With an entry of well over 15,000 and over a thousand from both Sweden and Russia, the most numerous breeds at the Helsinki show were Miniature Schnauzers: 306, Great Danes: 281, Rottweilers: 259, Dobermanns: 255, Dalmatians: 192 and Giant Schnauzers (black): 178. But for me the greatest value was in seeing little known breeds like the Kopo Hound of Hungary, the Posavski Gonic from the Balkans, the Brazilian Terrier, the Cao Fila de Sao Miguel from the Azores, the Austrian short-haired Pinscher, the Istrian Hounds, the very similar 'beardies' of Portugal, Spain and the Pyrenees, the Saarloos Wolfhond, the Cane Corso (easily confused with a Neapolitan Mastiff), the distinctive Hungarian Pumi, the Beauceron, with its strange double dew-claws, the Lapphunds and the Lapponian Herder.
The only real disappointment from this show was the ring allocation to breeds, i.e. why did the Lancashire Heelers and Hungarian Pulis have a huge ring, when the appreciably bigger Dogos Argentino, Pyrenean Mountain Dogs, Mastiffs and Bullmastiffs each had a relatively tiny ring?
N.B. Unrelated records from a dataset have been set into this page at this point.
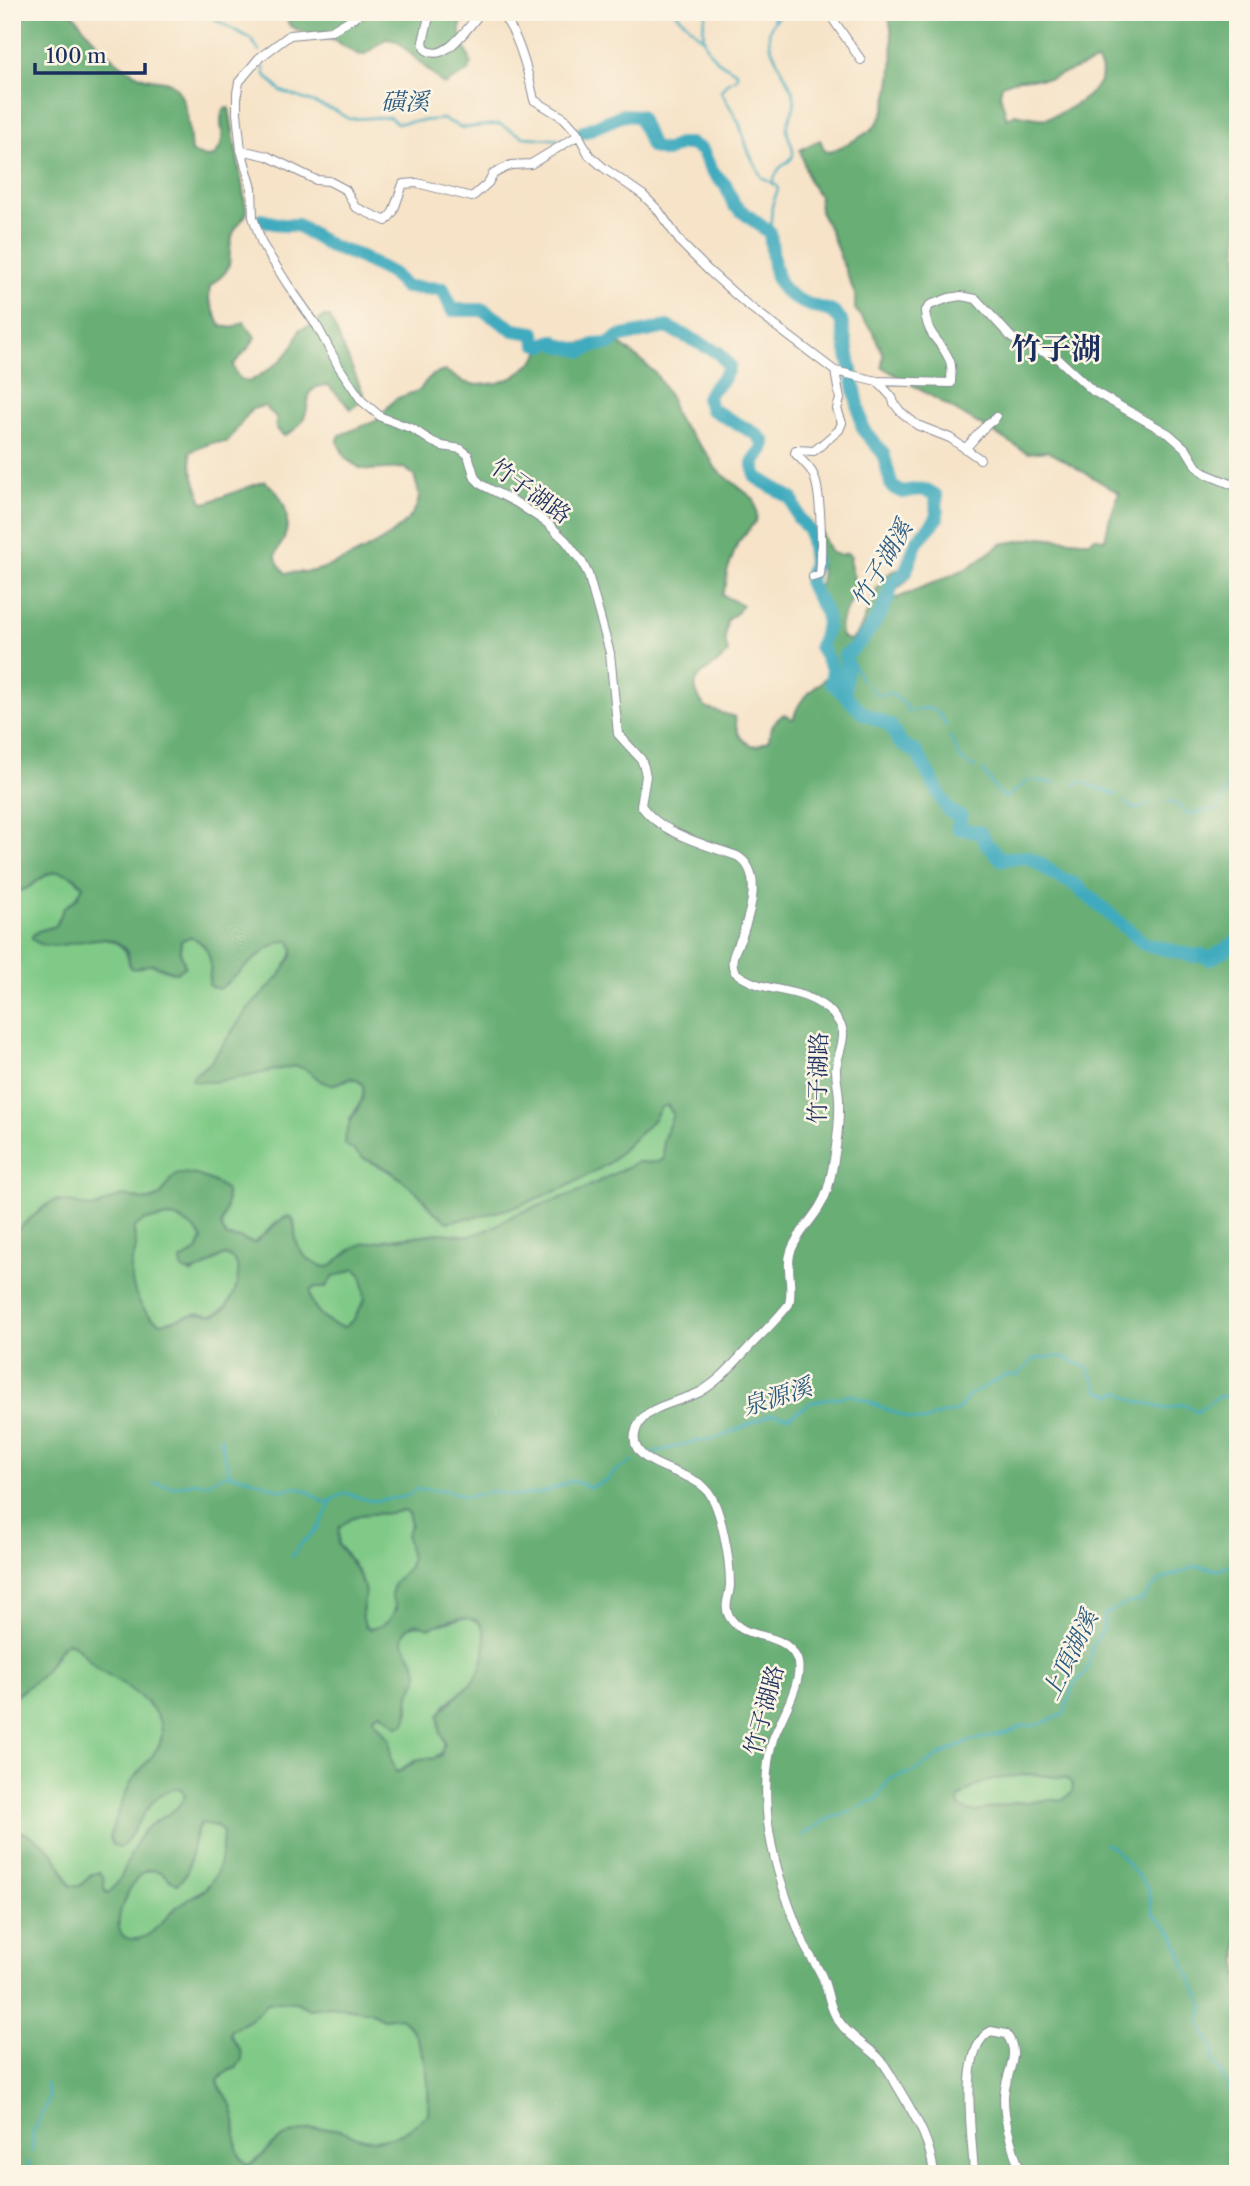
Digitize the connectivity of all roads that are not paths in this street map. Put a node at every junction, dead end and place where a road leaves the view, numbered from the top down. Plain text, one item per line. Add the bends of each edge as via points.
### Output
1 (363, 12) edge
2 (430, 12) edge
3 (481, 12) edge
4 (499, 12) edge
5 (828, 12) edge
6 (861, 60) dead end
7 (579, 135) junction
8 (241, 150) junction
9 (835, 371) junction
10 (877, 381) junction
11 (996, 417) dead end
12 (965, 449) junction
13 (980, 459) dead end
14 (1238, 487) edge
15 (813, 577) dead end
16 (934, 2174) edge
17 (974, 2174) edge
18 (1021, 2174) edge

1 - 8 street, 竹子湖路 via 331,31 290,36 244,74 237,93
2 - 3 street via 423,42 425,49 440,54
4 - 7 street via 510,27 534,100 564,118
5 - 6 street
7 - 8 street via 531,164 511,165 493,174 472,197 403,184 386,221 355,207 346,190 329,181
7 - 9 street via 589,155 643,195 708,270
8 - 16 street, 竹子湖路 via 262,244 362,401 381,417 442,446 461,449 482,485 547,523 582,562 610,653 618,734 644,767 641,804 676,833 737,856 749,867 750,905 732,962 735,972 751,982 805,995 831,1012 842,1028 830,1177 822,1200 791,1252 793,1292 789,1304 725,1374 700,1392 650,1412 635,1432 634,1443 647,1460 691,1477 707,1490 716,1506 730,1580 726,1606 734,1623 750,1633 778,1639 795,1654 797,1674 774,1737 767,1775 769,1830 777,1867 834,2014 890,2074 922,2126
9 - 10 street
9 - 15 street via 839,430 814,451 795,453 817,484 822,560 820,575
10 - 12 street via 917,425
10 - 14 street via 951,383 949,358 933,338 925,312 930,305 949,298 976,299 1013,338 1055,356 1093,391 1168,434 1206,474
11 - 12 street
12 - 13 street
17 - 18 street via 971,2074 979,2039 991,2031 1006,2034 1014,2052 1004,2098 1008,2132

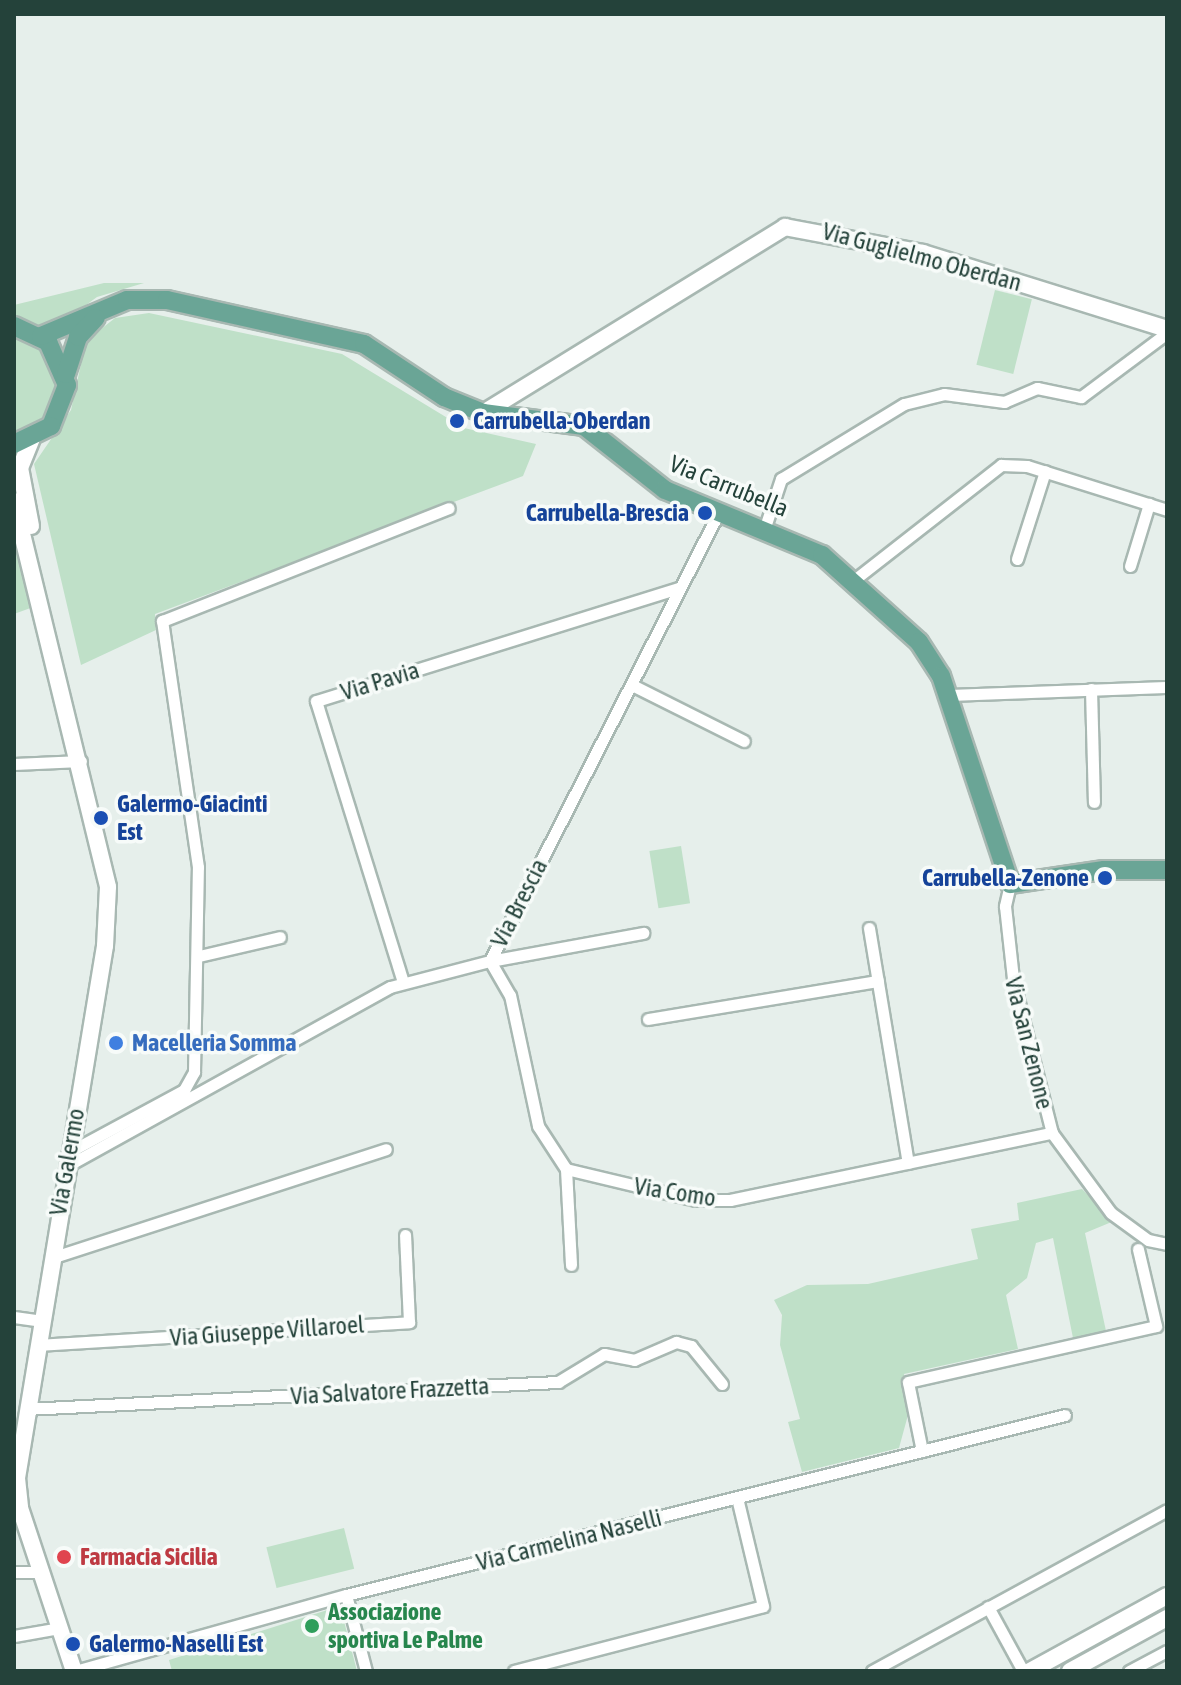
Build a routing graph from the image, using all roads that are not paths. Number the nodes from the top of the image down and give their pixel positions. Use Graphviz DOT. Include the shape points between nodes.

It would be appropriate, after their organisational success, to give the Finns the last word. Tapio Eerola, the PR officer of the World Dog Show and editor-in-chief of the Finnish Kennel Club magazine produced these words in the commemorative issue: "Dog breeders should pay careful attention to which direction they want their breed to go. If the exaggeration of specific features continues in winning dogs the heavy bone structure will get heavier and heavier, short body becomes even shorter, deep chest deeper, wide head wider and long hair longer...Although the World Dog Show is essentially a beauty competition, nothing prevents us from taking up the theme of healthy dog breeding here also." There should not and need not be a difference between enthusiastic dog show exhibitors and morally-motivated dog owners; the pursuit of certificates need not preclude the pursuit of healthier-bred, sounder dogs. Nothing prevents us from taking up the theme of healthy dog breeding here also but we ourselves.